Disarankan waktu membasuh muka yang ideal ialah dua kali sehari yakni, ketika pagi dan malam hari sebelum istirahat, dan memakai sabun pen­cuci muka yang cocok dengan kenya­manan kulit Anda.

Kemudian mitos yang sering dilaku­kan juga merupakan anggapan konsumsi minum air dapat mengeluarkan racun dan kotoran dari dalam, sampai-sampai kulit dapat tampak bersinar. Tapi, tidak lumayan dengan air saja. Anda butuh memberi­kan sentuhan perawatan ekstra supaya kulit terasa lebih lembab dan sehat. ima/R-1

Asupan Penting
Beberapa bahan makanan pun dikenal sebagai jenis makanan anti-aging, simak inilah ulasannya.

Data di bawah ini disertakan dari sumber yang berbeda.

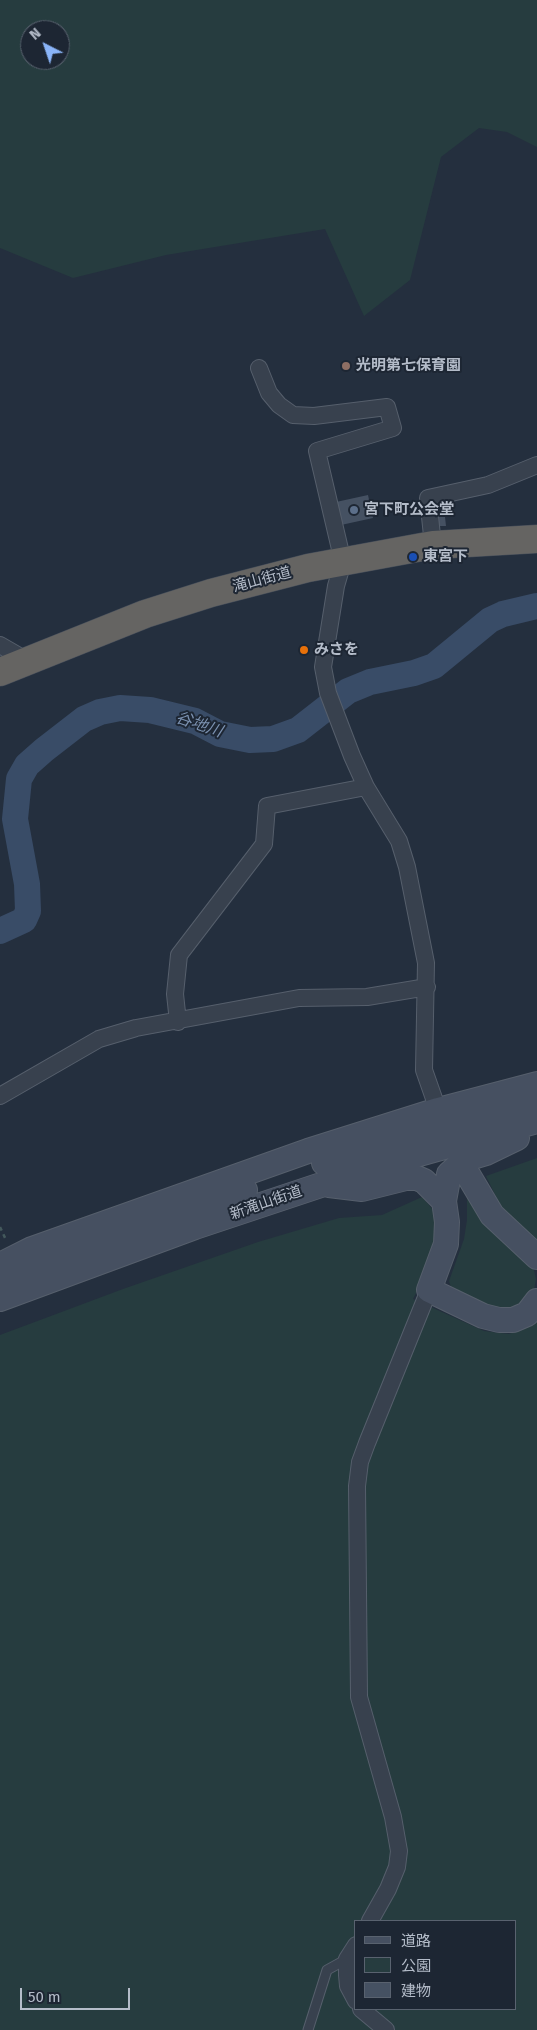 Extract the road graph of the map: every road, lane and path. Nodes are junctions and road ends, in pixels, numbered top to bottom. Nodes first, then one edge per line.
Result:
1 (259, 368) dead end
2 (537, 465) edge
3 (537, 539) edge
4 (433, 545) junction
5 (343, 562) junction
6 (1, 644) edge
7 (26, 660) junction
8 (0, 672) edge
9 (366, 787) junction
10 (427, 987) junction
11 (178, 1022) junction
12 (537, 1084) edge
13 (0, 1096) edge
14 (537, 1102) edge
15 (440, 1114) junction
16 (537, 1121) edge
17 (537, 1129) edge
18 (467, 1172) dead end
19 (321, 1185) junction
20 (444, 1201) junction
21 (0, 1227) edge
22 (7, 1242) dead end
23 (537, 1256) edge
24 (0, 1265) edge
25 (0, 1279) edge
26 (429, 1290) junction
27 (0, 1299) edge
28 (537, 1301) edge
29 (371, 1920) edge
30 (352, 1952) edge
31 (354, 1997) edge
32 (362, 2010) edge
33 (308, 2030) edge
34 (386, 2030) edge

1 - 5 street
2 - 4 street
3 - 4 highway, 滝山街道
4 - 5 highway, 滝山街道
5 - 7 highway, 滝山街道
5 - 9 street
6 - 7 street
7 - 8 highway, 滝山街道
9 - 10 street
9 - 11 street
10 - 11 street
10 - 15 street
11 - 13 street
12 - 15 main road
14 - 25 main road, 新滝山街道
15 - 24 main road
16 - 19 main road, 新滝山街道
17 - 20 main road
18 - 23 main road
19 - 20 main road
19 - 27 main road, 新滝山街道
20 - 26 main road
21 - 22 path
26 - 28 main road
26 - 29 street
30 - 31 street
30 - 33 lane
32 - 34 street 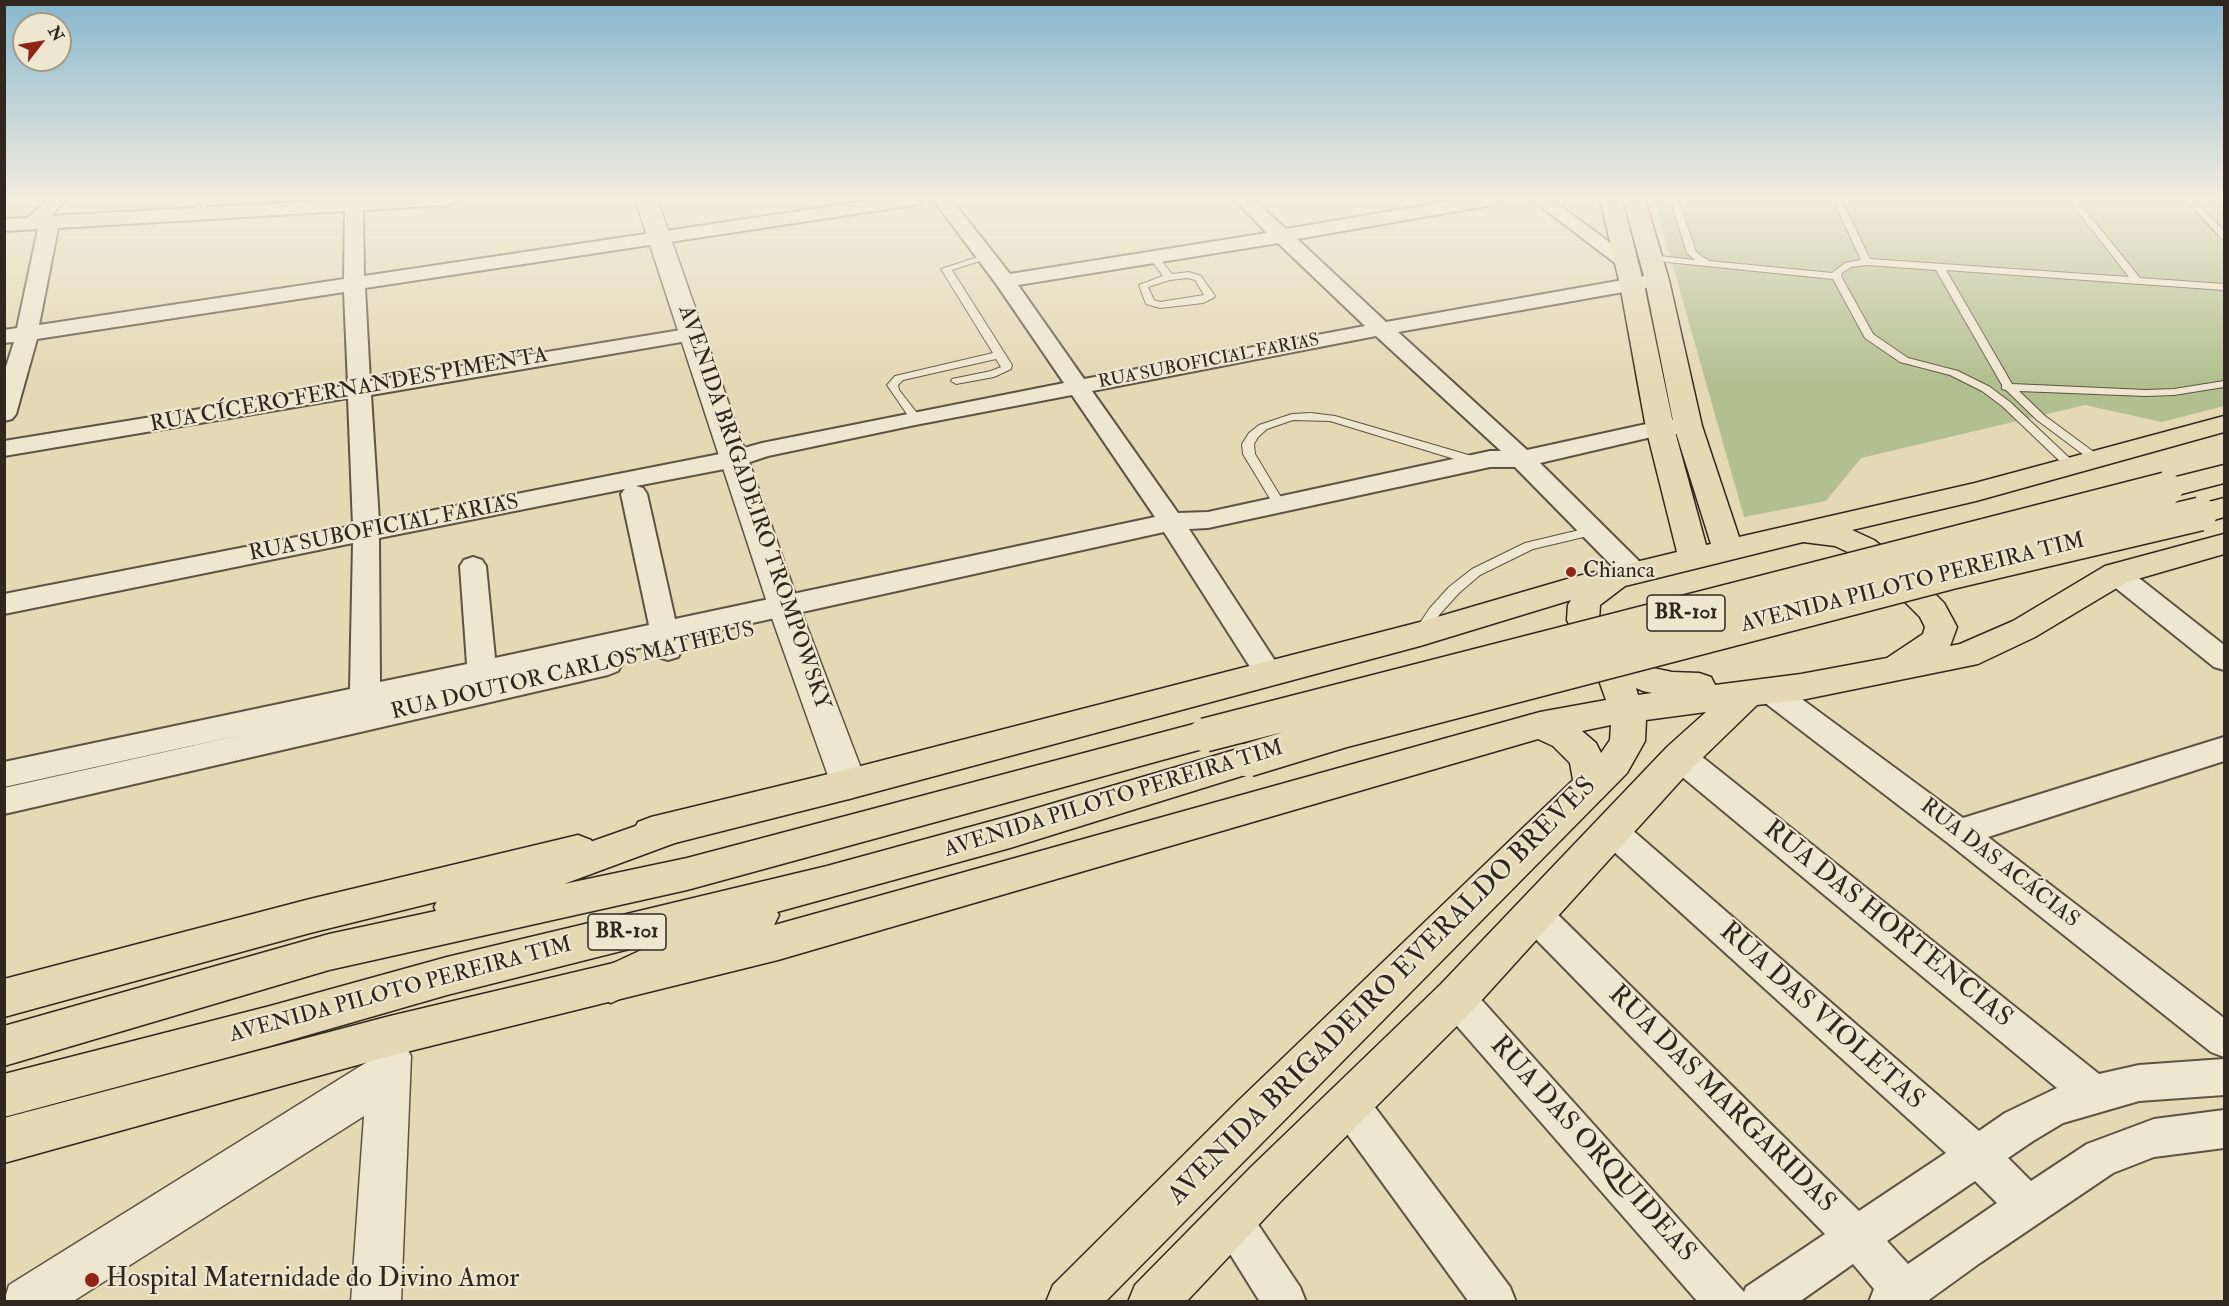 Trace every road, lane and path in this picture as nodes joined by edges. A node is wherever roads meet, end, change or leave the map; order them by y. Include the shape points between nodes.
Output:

Delima merah (pomegranate)
Polifenol yang ada dalam buah ini dapat melawan radikal bebas dan vitamin C yang tinggi dapat melindungi kulit dari sengatan sinar matahari. Sementara itu, senyawa pulicanagin akan menolong tubuh menyimpan kolagen dan mengawal kesehatan jaringan kulit.

Semangka
Kandungan vitamin A, C, dan E yang tinggi dalam semangka menjadikan buah ini efektif untuk menangkal kulit keriput. Tak melulu merawat kulit, semangka pun dapat menjadi ja­waban guna masalah seksual pasangan yang tengah melewati proses penuaan.

Kacang kaya bakal protein, serat, dan omega-3 tetapi bebas dari lemak bosan juga mempunyai peran penting mengawal wajah cantik wanita. Berbagai jenis kacang-kacangan se­perti kacang merah, kacang almond, kacang tanah, dan kacang mete ialah pilihan yang tepat untuk menangkal penuaan dini.

Bayam
Jenis sayuran hijau tua, khususnya bayam, mempunyai segudang guna untuk mengawal keremajaan tubuh. Kandungan fitonutrien pada sayur ini bakal membantu mengayomi kulit dari sinar UV matahari.

Dark chocolate
Untuk menemukan khasiat tahan lama muda, jajaki konsumsi dark chocolate. Camilan sehat yang satu ini kaya antioksidan, Anda juga tak butuh lagi merasa bersalah andai sedang hendak ngemil makanan gurih ini. Pasalnya ketim­bang milk chocolate atau white chocolate yang berisi sekian banyak bahan tambah­an laksana gula dan lemak, dark chocolate ialah cokelat murni, yang minim ekstra perasa.